Séries et sport en streaming : quand l’abondance d’offres encourage le piratage

Nous vivons dans un monde dans lequel les fans de séries et de sports ne peuvent apparemment qu’être comblés : la (sur)abondance des offres leur garantit qu’à toute heure du jour et de la nuit, ils trouveront des contenus correspondant à leurs attentes. Et l’accroissement du nombre d’acteurs présents sur ce marché laisse supposer que lesdites attentes seront toujours plus satisfaites, tant qualitativement que quantitativement. Mais cette croissance, si elle comporte plusieurs avantages pour les entreprises concernées et les consommateurs, s’accompagne aussi de contraintes et de limites qui laissent entrevoir un avenir peut-être moins rose qu’espéré…

Une offre toujours plus large

Lorsque l’on parle de streaming vidéo de films et surtout de séries, le premier nom qui vient à l’esprit est bien sûr Netflix. 149 millions d’abonnés payants dans 190 pays, (en hausse de 8,84 millions sur le seul premier trimestre 2019, après un gain de 29 millions en 2018), correspondant à près de 48 % de part de marché : Netflix est ainsi loin devant Amazon, son plus gros concurrent, dont le service Prime Video est supposé détenir 35 % de part de marché – bien que ce dernier soit cependant plus difficile à évaluer, le streaming y étant couplé à un ensemble d’autres services sans garantie de réelle utilisation de Prime Video.

Toutefois, en l’espace de quelques mois, deux mastodontes ont confirmé, après des années de rumeurs récurrentes, le lancement d’une offre concurrente. Disney, tout d’abord, a révélé en novembre 2018 l’arrivée de Disney+ avant la fin 2019, qui s’appuiera sur son gigantesque catalogue (lequel inclut les productions Pixar, Marvel, Lucasfilm auquel vient s’ajouter celui de la 21st Century Fox rachetée en 2018). Apple a suivi en mars 2019, dévoilant son service Apple TV+ qui sera commercialisé plus tard dans l’année dans une centaine de pays. Tout ceci sans compter l’annonce par WarnerMedia (détenteur de célèbres franchises comme Harry Potter ou Batman, ainsi que des programmes de HBO, la célèbre chaîne payante américaine qui diffuse notamment Game of Thrones) du lancement de son offre en septembre ou octobre 2019.

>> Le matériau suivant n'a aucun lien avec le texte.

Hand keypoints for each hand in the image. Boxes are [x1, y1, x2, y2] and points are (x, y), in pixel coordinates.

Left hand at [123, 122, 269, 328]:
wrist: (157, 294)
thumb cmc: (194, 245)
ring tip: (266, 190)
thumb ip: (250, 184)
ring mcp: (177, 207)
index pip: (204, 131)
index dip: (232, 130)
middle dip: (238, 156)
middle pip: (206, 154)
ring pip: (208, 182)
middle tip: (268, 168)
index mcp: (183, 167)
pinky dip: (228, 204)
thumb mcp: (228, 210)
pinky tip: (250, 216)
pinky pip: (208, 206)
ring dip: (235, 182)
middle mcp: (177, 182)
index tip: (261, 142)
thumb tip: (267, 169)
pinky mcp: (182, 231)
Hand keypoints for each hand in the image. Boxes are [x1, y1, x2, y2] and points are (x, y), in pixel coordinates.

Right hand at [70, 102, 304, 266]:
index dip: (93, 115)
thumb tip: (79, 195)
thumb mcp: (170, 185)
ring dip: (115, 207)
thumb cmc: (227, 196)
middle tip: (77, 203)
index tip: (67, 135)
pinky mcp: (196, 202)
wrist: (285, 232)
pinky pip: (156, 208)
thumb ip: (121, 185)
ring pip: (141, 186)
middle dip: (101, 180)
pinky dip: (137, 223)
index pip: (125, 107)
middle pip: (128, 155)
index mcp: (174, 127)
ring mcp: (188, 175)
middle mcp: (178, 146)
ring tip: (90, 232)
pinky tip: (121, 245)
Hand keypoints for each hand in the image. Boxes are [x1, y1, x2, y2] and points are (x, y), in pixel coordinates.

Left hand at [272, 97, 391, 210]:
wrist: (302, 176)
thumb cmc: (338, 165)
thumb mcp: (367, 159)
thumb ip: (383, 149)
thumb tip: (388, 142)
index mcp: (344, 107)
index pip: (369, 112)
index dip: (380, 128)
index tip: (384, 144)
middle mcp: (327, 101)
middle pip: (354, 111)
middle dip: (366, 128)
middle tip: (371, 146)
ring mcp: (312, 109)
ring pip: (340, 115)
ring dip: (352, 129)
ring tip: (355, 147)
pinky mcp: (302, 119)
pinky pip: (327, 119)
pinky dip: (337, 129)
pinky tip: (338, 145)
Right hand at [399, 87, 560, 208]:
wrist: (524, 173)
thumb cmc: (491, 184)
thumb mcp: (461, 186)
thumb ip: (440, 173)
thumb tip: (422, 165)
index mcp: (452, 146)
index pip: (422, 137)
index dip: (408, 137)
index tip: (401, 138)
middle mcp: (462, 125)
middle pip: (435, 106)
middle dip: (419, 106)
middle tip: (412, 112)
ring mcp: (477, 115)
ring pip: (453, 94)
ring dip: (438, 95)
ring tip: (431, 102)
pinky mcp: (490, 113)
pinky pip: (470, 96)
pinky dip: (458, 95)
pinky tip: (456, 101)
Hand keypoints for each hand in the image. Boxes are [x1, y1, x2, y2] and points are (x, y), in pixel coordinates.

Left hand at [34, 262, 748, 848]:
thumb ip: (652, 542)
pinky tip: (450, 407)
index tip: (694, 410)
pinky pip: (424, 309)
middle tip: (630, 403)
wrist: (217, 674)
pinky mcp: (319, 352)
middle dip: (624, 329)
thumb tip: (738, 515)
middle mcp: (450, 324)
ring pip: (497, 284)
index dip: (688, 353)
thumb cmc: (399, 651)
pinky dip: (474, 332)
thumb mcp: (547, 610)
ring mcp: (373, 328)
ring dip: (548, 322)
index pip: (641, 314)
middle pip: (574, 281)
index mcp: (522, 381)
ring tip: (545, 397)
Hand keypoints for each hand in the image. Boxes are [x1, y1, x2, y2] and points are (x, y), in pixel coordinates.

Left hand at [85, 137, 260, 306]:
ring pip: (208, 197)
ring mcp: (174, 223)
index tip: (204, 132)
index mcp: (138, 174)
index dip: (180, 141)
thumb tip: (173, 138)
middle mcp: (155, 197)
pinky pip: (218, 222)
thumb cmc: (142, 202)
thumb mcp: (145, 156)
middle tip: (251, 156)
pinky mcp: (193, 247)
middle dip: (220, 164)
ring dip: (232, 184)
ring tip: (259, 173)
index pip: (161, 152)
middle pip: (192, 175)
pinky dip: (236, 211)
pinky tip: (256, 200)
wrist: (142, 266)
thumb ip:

En complément, d’autres acteurs moins globalisés, plus locaux et dotés d’une puissance financière moindre (comparativement aux précédents) s’allient en créant des plates-formes communes afin de résister à ces nouveaux concurrents. En France, par exemple, TF1, France Télévisions et M6 ont créé Salto (dont les contours et le calendrier de lancement restent cependant incertains), tandis que les britanniques BBC et ITV ont lancé Britbox en mars 2017 – deux initiatives qui combinent, au passage, entreprises publiques et privées.

En parallèle, le paysage de la diffusion sportive est, pour sa part, particulièrement ouvert et morcelé également – que ce soit en France ou dans le monde. Si l’on ne prend que la France, les acteurs de la diffusion payante sont multiples. Avec d’un côté des offres payantes comme celles de Canal+, beIN Sports, RMC Sport ou Eurosport pour ne citer que les principales, et d’un autre côté des offres gratuites disponibles sur TF1, M6, France Télévisions (en adjoignant à toutes ces chaînes celles qu’elles détiennent également sur la TNT) ou encore la chaîne L’Équipe. Au-delà de leur diffusion télévisée traditionnelle, l’ensemble de ces offres partage comme caractéristique avec les services de streaming vidéo évoqués précédemment d’être over the top – c’est-à-dire en accès direct sur Internet, soit via le navigateur ou des applications dédiées sur les ordinateurs, tablettes, smartphones ou télévisions connectées.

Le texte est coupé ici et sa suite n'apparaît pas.